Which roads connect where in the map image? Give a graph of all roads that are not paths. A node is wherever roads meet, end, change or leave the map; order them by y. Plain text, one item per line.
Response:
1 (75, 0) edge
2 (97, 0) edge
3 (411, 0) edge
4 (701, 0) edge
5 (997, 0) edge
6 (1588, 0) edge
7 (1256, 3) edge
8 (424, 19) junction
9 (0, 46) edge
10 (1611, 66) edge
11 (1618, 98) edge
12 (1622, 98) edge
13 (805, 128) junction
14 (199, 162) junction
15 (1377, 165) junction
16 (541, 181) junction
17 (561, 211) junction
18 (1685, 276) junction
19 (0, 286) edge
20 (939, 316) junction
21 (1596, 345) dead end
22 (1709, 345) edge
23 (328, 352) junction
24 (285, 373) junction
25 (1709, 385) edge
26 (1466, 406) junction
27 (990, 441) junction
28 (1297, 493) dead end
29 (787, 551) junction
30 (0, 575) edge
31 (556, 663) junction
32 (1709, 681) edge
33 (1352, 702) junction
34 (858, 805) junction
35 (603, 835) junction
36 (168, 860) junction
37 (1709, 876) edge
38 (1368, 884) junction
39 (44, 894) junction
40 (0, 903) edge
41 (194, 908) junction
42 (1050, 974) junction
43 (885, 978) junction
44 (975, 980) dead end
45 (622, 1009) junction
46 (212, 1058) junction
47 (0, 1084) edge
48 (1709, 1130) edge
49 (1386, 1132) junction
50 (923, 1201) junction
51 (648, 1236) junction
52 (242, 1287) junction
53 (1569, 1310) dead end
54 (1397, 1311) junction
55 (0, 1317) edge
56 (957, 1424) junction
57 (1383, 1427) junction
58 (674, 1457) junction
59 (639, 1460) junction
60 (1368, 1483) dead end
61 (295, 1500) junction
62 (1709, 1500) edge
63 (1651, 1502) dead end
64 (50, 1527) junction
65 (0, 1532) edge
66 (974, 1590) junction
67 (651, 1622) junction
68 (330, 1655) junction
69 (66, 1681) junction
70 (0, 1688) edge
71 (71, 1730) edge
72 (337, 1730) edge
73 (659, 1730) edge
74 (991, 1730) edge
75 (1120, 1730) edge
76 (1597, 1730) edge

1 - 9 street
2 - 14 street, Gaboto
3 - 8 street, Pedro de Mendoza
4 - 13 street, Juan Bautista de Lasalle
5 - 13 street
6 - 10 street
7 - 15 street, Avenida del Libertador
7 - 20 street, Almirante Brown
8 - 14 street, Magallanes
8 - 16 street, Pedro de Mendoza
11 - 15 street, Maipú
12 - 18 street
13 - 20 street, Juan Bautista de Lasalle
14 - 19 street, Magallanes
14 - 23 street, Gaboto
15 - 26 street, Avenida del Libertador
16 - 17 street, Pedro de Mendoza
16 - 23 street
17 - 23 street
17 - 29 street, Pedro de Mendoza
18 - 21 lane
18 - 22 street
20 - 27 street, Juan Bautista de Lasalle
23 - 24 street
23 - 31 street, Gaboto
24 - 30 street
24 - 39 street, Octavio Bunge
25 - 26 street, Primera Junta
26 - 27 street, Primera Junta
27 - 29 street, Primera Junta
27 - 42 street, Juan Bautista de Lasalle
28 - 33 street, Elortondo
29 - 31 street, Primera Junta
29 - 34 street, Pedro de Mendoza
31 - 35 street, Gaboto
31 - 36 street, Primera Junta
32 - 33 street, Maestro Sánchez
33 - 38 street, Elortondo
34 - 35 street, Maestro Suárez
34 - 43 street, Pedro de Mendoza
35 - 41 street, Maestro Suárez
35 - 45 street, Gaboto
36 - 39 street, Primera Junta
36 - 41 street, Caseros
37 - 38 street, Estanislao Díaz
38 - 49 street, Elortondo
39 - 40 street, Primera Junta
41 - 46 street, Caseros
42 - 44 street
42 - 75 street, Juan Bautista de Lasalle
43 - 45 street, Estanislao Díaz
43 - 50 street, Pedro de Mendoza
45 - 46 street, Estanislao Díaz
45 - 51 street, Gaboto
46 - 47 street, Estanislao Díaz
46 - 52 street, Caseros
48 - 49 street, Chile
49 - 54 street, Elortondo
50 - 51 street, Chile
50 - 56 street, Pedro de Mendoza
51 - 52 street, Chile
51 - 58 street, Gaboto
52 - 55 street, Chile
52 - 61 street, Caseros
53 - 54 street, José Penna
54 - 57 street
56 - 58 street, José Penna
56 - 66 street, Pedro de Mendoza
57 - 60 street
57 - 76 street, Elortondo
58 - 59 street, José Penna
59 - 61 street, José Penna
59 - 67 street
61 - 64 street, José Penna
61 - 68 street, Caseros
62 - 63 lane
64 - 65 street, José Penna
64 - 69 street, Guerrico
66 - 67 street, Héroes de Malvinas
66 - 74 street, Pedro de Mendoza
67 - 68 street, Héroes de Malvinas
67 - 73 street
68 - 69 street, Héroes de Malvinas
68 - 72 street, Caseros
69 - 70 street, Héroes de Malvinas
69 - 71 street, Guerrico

———

== What is being asked ==
All of the records above are to be printed again exactly as they appear.

== Solved problem ==
Which roads connect where in the map image? Give a graph of all roads that are not paths. A node is wherever roads meet, end, change or leave the map; order them by y. Plain text, one item per line.
Response:
1 (75, 0) edge
2 (97, 0) edge
3 (411, 0) edge
4 (701, 0) edge
5 (997, 0) edge
6 (1588, 0) edge
7 (1256, 3) edge
8 (424, 19) junction
9 (0, 46) edge
10 (1611, 66) edge
11 (1618, 98) edge
12 (1622, 98) edge
13 (805, 128) junction
14 (199, 162) junction
15 (1377, 165) junction
16 (541, 181) junction
17 (561, 211) junction
18 (1685, 276) junction
19 (0, 286) edge
20 (939, 316) junction
21 (1596, 345) dead end
22 (1709, 345) edge
23 (328, 352) junction
24 (285, 373) junction
25 (1709, 385) edge
26 (1466, 406) junction
27 (990, 441) junction
28 (1297, 493) dead end
29 (787, 551) junction
30 (0, 575) edge
31 (556, 663) junction
32 (1709, 681) edge
33 (1352, 702) junction
34 (858, 805) junction
35 (603, 835) junction
36 (168, 860) junction
37 (1709, 876) edge
38 (1368, 884) junction
39 (44, 894) junction
40 (0, 903) edge
41 (194, 908) junction
42 (1050, 974) junction
43 (885, 978) junction
44 (975, 980) dead end
45 (622, 1009) junction
46 (212, 1058) junction
47 (0, 1084) edge
48 (1709, 1130) edge
49 (1386, 1132) junction
50 (923, 1201) junction
51 (648, 1236) junction
52 (242, 1287) junction
53 (1569, 1310) dead end
54 (1397, 1311) junction
55 (0, 1317) edge
56 (957, 1424) junction
57 (1383, 1427) junction
58 (674, 1457) junction
59 (639, 1460) junction
60 (1368, 1483) dead end
61 (295, 1500) junction
62 (1709, 1500) edge
63 (1651, 1502) dead end
64 (50, 1527) junction
65 (0, 1532) edge
66 (974, 1590) junction
67 (651, 1622) junction
68 (330, 1655) junction
69 (66, 1681) junction
70 (0, 1688) edge
71 (71, 1730) edge
72 (337, 1730) edge
73 (659, 1730) edge
74 (991, 1730) edge
75 (1120, 1730) edge
76 (1597, 1730) edge

1 - 9 street
2 - 14 street, Gaboto
3 - 8 street, Pedro de Mendoza
4 - 13 street, Juan Bautista de Lasalle
5 - 13 street
6 - 10 street
7 - 15 street, Avenida del Libertador
7 - 20 street, Almirante Brown
8 - 14 street, Magallanes
8 - 16 street, Pedro de Mendoza
11 - 15 street, Maipú
12 - 18 street
13 - 20 street, Juan Bautista de Lasalle
14 - 19 street, Magallanes
14 - 23 street, Gaboto
15 - 26 street, Avenida del Libertador
16 - 17 street, Pedro de Mendoza
16 - 23 street
17 - 23 street
17 - 29 street, Pedro de Mendoza
18 - 21 lane
18 - 22 street
20 - 27 street, Juan Bautista de Lasalle
23 - 24 street
23 - 31 street, Gaboto
24 - 30 street
24 - 39 street, Octavio Bunge
25 - 26 street, Primera Junta
26 - 27 street, Primera Junta
27 - 29 street, Primera Junta
27 - 42 street, Juan Bautista de Lasalle
28 - 33 street, Elortondo
29 - 31 street, Primera Junta
29 - 34 street, Pedro de Mendoza
31 - 35 street, Gaboto
31 - 36 street, Primera Junta
32 - 33 street, Maestro Sánchez
33 - 38 street, Elortondo
34 - 35 street, Maestro Suárez
34 - 43 street, Pedro de Mendoza
35 - 41 street, Maestro Suárez
35 - 45 street, Gaboto
36 - 39 street, Primera Junta
36 - 41 street, Caseros
37 - 38 street, Estanislao Díaz
38 - 49 street, Elortondo
39 - 40 street, Primera Junta
41 - 46 street, Caseros
42 - 44 street
42 - 75 street, Juan Bautista de Lasalle
43 - 45 street, Estanislao Díaz
43 - 50 street, Pedro de Mendoza
45 - 46 street, Estanislao Díaz
45 - 51 street, Gaboto
46 - 47 street, Estanislao Díaz
46 - 52 street, Caseros
48 - 49 street, Chile
49 - 54 street, Elortondo
50 - 51 street, Chile
50 - 56 street, Pedro de Mendoza
51 - 52 street, Chile
51 - 58 street, Gaboto
52 - 55 street, Chile
52 - 61 street, Caseros
53 - 54 street, José Penna
54 - 57 street
56 - 58 street, José Penna
56 - 66 street, Pedro de Mendoza
57 - 60 street
57 - 76 street, Elortondo
58 - 59 street, José Penna
59 - 61 street, José Penna
59 - 67 street
61 - 64 street, José Penna
61 - 68 street, Caseros
62 - 63 lane
64 - 65 street, José Penna
64 - 69 street, Guerrico
66 - 67 street, Héroes de Malvinas
66 - 74 street, Pedro de Mendoza
67 - 68 street, Héroes de Malvinas
67 - 73 street
68 - 69 street, Héroes de Malvinas
68 - 72 street, Caseros
69 - 70 street, Héroes de Malvinas
69 - 71 street, Guerrico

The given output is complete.